54321st Poster gets a cookie - mods are cute

Consequentialism is a blanket term for ethical systems under which whether an action is ethical is determined by its consequences

will this be on the test

There’s Virtue Ethics, which states that morality is gained through aspects cultivated within oneself; this one’s out of fashion, but you never know when aristoleanism might come back into fashion.

There’s consequentialism, which Emi and Arete just explained.
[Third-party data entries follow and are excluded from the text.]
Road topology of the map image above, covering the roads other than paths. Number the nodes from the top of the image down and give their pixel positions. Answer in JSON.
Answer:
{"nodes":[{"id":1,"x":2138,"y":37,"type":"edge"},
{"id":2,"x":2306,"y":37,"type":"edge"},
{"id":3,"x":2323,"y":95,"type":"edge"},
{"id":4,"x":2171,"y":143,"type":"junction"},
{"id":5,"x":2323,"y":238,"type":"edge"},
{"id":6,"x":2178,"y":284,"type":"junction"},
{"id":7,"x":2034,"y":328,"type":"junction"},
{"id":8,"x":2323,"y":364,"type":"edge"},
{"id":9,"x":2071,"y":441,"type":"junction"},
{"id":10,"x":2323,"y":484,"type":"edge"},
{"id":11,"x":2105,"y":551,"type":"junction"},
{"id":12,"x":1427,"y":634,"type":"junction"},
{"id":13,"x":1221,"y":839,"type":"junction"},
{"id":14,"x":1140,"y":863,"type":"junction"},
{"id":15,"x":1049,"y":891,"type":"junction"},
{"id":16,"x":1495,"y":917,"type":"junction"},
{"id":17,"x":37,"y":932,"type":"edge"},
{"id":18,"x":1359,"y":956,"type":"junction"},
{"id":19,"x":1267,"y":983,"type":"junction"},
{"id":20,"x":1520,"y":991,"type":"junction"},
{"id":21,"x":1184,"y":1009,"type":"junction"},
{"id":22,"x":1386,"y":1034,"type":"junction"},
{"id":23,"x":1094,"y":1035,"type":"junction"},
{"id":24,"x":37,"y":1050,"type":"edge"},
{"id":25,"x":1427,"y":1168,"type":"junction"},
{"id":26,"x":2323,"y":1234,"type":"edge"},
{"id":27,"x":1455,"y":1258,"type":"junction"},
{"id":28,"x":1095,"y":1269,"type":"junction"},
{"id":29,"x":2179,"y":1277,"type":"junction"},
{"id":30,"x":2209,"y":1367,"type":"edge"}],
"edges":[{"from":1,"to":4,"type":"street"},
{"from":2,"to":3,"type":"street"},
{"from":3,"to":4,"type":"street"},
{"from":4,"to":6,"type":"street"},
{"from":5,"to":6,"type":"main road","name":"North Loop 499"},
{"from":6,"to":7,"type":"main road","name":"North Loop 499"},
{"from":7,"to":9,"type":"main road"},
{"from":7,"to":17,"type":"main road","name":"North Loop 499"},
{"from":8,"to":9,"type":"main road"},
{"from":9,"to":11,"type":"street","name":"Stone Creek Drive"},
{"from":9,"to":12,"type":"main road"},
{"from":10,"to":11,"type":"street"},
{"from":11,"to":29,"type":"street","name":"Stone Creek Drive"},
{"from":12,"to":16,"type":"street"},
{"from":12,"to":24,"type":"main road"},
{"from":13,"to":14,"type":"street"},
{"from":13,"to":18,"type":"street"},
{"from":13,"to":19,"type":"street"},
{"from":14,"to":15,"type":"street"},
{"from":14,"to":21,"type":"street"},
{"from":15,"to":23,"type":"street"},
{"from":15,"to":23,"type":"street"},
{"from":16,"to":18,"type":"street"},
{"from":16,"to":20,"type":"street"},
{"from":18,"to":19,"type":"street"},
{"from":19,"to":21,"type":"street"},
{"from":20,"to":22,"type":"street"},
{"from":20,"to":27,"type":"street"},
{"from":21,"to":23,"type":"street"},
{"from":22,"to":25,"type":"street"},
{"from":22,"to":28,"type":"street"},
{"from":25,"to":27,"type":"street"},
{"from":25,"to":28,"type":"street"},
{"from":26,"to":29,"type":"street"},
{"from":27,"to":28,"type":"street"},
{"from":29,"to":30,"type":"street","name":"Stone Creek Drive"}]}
There’s Deontological Ethics, which is where the virtue of an action is solely based on whether it violates absolute moral principles defined universally through logic.

and then there’s nihilism

Is that a different name for teleology?

Teleology refers to the analysis of objects based on purpose rather than casuse.

Wtf?

How did I only just now find out that Ici also has a special interest in ethical philosophy

bounces

The last one is me

Sorry I’m not a native english speaker

Teleology and Deontology are the two extremes

Deontology refers to general rules
While telos = goal is refering to the consequences you wanted to achieve

Virtue Ethics and Nihilism are generally not very credible at the moment, one being very weirdly old-fashioned and religious and the other being the official ethical system of nazbol, so moral philosophy is basically an argument between judging actions based on consequences and judging them based on roles. At this point, Hegel is weeing his pants with excitement, because two opposing forces have a synthesis: utlitiarianism.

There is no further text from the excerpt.